Task
Exact transcription with no images: write out all of the entries below.

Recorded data
Segment Open

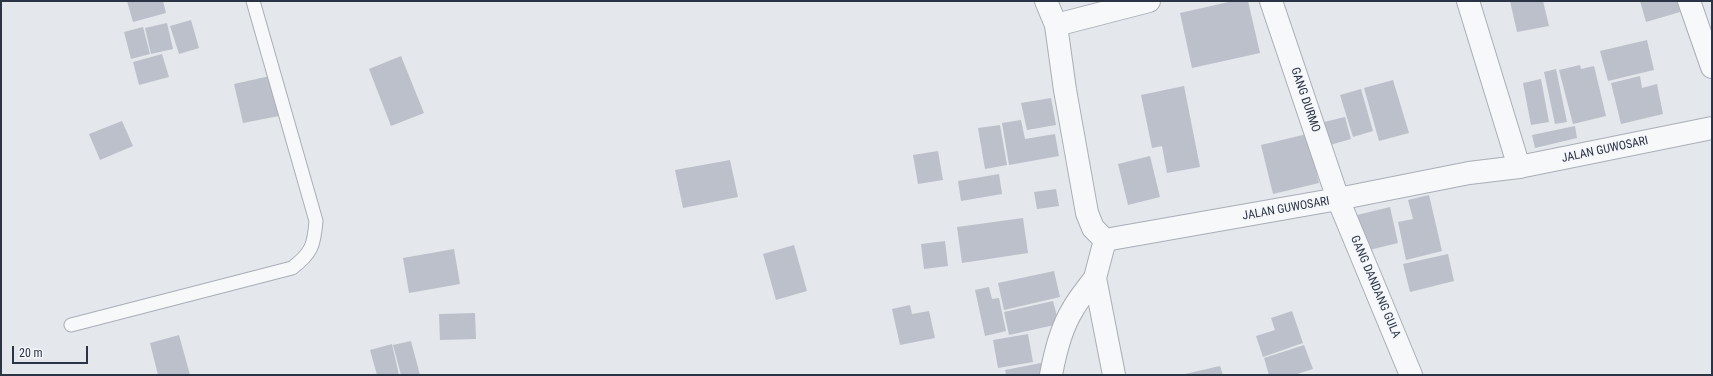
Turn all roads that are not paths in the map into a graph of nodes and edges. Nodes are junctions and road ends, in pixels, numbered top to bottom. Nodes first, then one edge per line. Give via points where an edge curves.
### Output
1 (253, 1) edge
2 (1046, 1) edge
3 (1149, 1) edge
4 (1271, 1) edge
5 (1468, 1) edge
6 (1689, 1) edge
7 (1056, 25) junction
8 (1712, 66) edge
9 (1712, 128) edge
10 (1518, 167) junction
11 (1338, 199) junction
12 (1105, 240) junction
13 (1095, 278) junction
14 (71, 325) dead end
15 (1051, 375) edge
16 (1114, 375) edge
17 (1411, 375) edge

1 - 14 lane via 263,28 316,220 314,239 306,257 292,268
2 - 7 street
3 - 7 street
4 - 11 street, GANG DURMO
5 - 10 street
6 - 8 street
7 - 12 street via 1087,213 1093,228
9 - 10 street, JALAN GUWOSARI
10 - 11 street, JALAN GUWOSARI via 1469,173
11 - 12 street, JALAN GUWOSARI
11 - 17 street, GANG DANDANG GULA
12 - 13 street
13 - 15 street via 1073,310 1058,347
13 - 16 street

Segment Closed

Task solution
Turn all roads that are not paths in the map into a graph of nodes and edges. Nodes are junctions and road ends, in pixels, numbered top to bottom. Nodes first, then one edge per line. Give via points where an edge curves.
### Output
1 (253, 1) edge
2 (1046, 1) edge
3 (1149, 1) edge
4 (1271, 1) edge
5 (1468, 1) edge
6 (1689, 1) edge
7 (1056, 25) junction
8 (1712, 66) edge
9 (1712, 128) edge
10 (1518, 167) junction
11 (1338, 199) junction
12 (1105, 240) junction
13 (1095, 278) junction
14 (71, 325) dead end
15 (1051, 375) edge
16 (1114, 375) edge
17 (1411, 375) edge

1 - 14 lane via 263,28 316,220 314,239 306,257 292,268
2 - 7 street
3 - 7 street
4 - 11 street, GANG DURMO
5 - 10 street
6 - 8 street
7 - 12 street via 1087,213 1093,228
9 - 10 street, JALAN GUWOSARI
10 - 11 street, JALAN GUWOSARI via 1469,173
11 - 12 street, JALAN GUWOSARI
11 - 17 street, GANG DANDANG GULA
12 - 13 street
13 - 15 street via 1073,310 1058,347
13 - 16 street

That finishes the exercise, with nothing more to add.